-- Provided information follows --

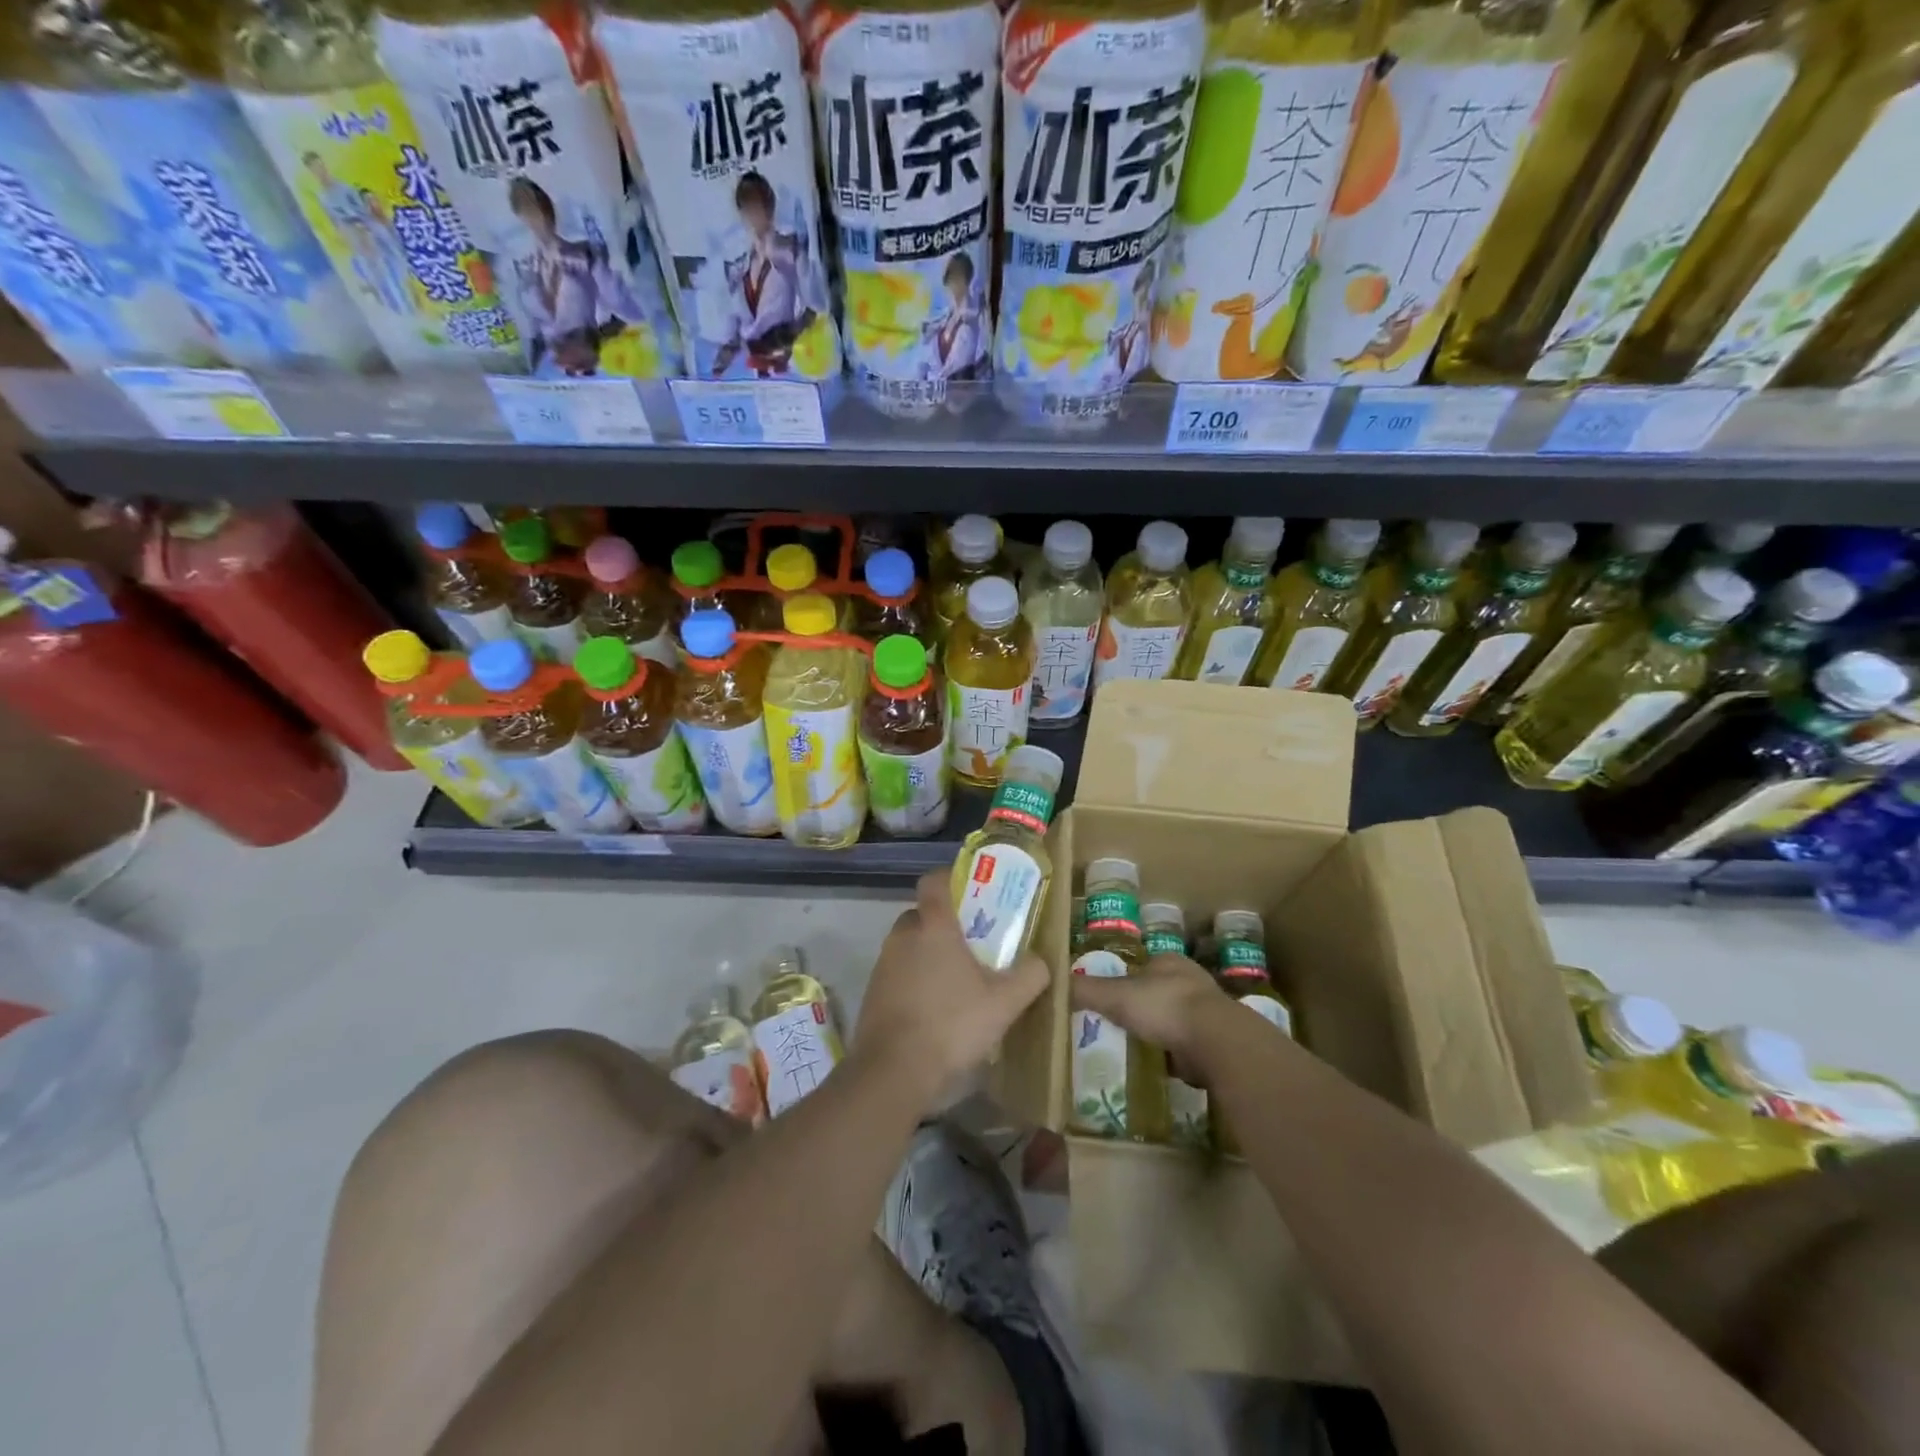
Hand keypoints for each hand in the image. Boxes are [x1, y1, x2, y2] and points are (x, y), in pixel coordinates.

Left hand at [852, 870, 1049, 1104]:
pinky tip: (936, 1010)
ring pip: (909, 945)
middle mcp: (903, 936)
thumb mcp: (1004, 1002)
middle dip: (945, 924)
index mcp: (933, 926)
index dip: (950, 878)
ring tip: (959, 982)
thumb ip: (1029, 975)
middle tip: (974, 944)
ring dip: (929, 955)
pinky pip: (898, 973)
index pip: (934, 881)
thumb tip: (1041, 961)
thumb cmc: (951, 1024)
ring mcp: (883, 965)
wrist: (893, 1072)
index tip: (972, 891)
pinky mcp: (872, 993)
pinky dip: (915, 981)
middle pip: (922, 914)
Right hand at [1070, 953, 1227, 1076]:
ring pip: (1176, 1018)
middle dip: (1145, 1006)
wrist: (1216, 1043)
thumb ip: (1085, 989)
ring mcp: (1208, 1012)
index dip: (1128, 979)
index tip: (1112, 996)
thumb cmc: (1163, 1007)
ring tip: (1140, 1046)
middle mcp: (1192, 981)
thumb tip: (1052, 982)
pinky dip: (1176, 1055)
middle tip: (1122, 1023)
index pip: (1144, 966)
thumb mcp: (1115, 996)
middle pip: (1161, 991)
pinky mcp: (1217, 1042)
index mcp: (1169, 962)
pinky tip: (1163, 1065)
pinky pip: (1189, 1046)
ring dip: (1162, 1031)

-- Provided information concluded --
-- Provided information follows --

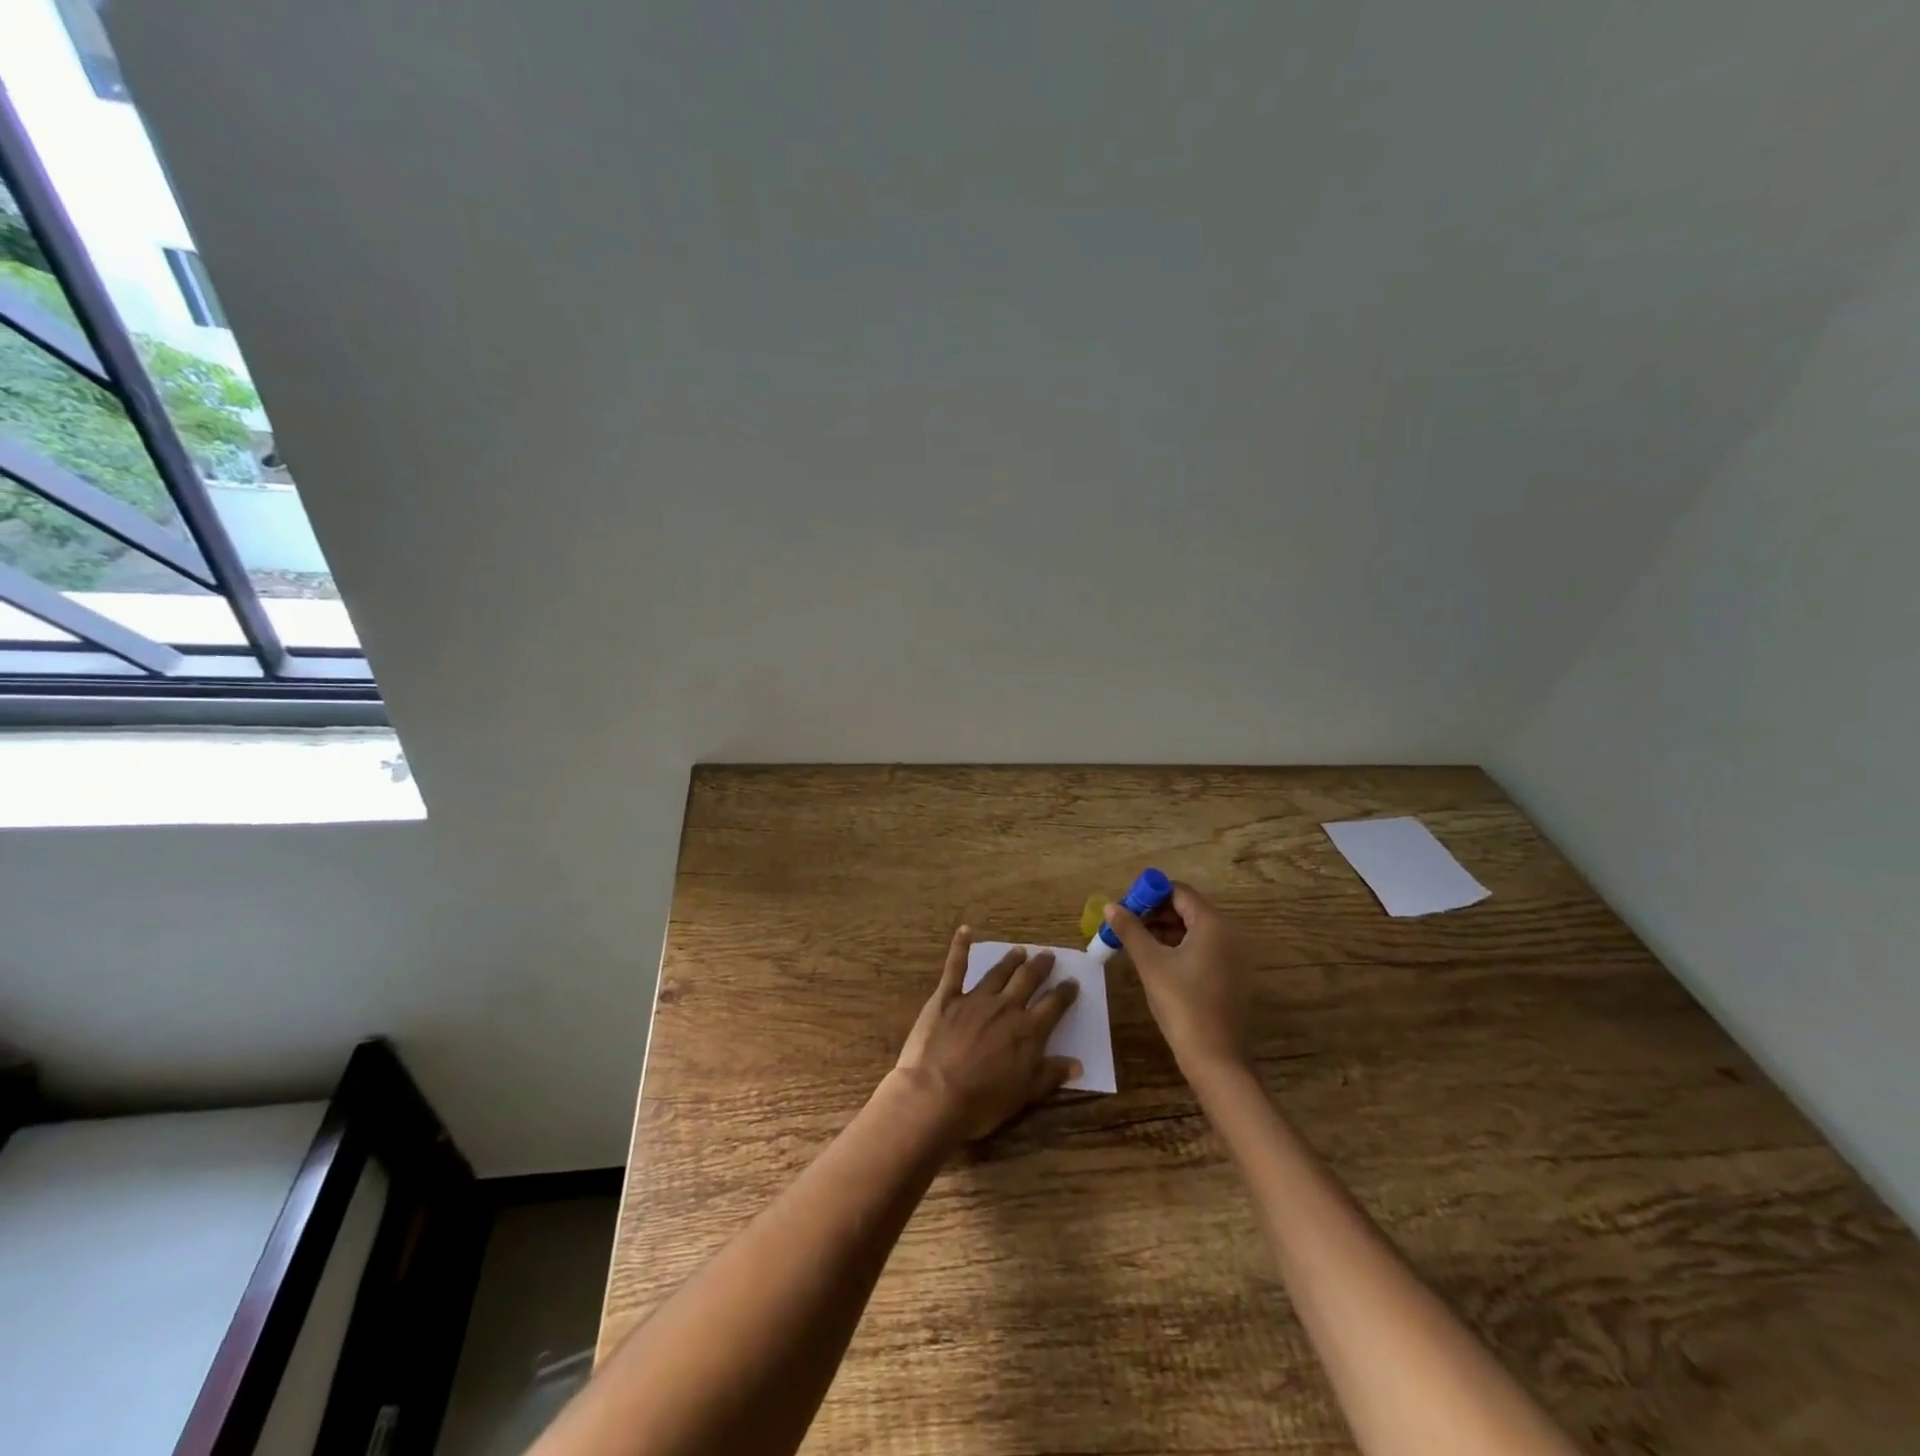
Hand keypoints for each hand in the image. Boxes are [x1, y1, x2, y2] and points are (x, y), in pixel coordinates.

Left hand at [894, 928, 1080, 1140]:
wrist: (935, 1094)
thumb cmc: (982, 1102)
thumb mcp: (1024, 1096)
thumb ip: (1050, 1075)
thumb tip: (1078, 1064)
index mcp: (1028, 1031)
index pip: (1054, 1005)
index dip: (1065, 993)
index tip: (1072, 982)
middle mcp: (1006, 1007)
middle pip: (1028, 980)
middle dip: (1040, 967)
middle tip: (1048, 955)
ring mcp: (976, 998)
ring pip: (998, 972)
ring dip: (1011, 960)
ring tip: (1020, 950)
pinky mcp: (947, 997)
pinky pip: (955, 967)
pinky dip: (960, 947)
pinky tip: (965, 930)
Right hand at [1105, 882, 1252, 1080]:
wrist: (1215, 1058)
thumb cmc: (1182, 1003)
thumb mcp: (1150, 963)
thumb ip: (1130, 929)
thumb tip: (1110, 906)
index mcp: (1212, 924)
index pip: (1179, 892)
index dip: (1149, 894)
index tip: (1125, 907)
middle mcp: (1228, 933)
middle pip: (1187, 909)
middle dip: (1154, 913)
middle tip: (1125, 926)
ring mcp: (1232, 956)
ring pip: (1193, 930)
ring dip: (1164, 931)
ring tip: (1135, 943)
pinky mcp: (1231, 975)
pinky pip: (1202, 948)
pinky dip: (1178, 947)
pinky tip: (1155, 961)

-- Provided information concluded --

- Task description: Everything above from the line containing "ring mcp: (883, 965)" down to the line containing "ring dip: (1162, 1031)" should be copied exactly, both end lines included, and nothing else.

- Answer:
ring mcp: (883, 965)
wrist: (893, 1072)
index tip: (972, 891)
pinky mcp: (872, 993)
pinky dip: (915, 981)
middle pip: (922, 914)
Right hand at [1070, 953, 1227, 1076]:
ring pip: (1176, 1018)
middle dip: (1145, 1006)
wrist: (1216, 1043)
thumb ip: (1085, 989)
ring mcp: (1208, 1012)
index dip: (1128, 979)
index tip: (1112, 996)
thumb cmc: (1163, 1007)
ring tip: (1140, 1046)
middle mcp: (1192, 981)
thumb tip: (1052, 982)
pinky dip: (1176, 1055)
middle tip: (1122, 1023)
index pip: (1144, 966)
thumb mcp: (1115, 996)
middle pip: (1161, 991)
pinky mcp: (1217, 1042)
index mcp: (1169, 962)
pinky tip: (1163, 1065)
pinky pip: (1189, 1046)
ring dip: (1162, 1031)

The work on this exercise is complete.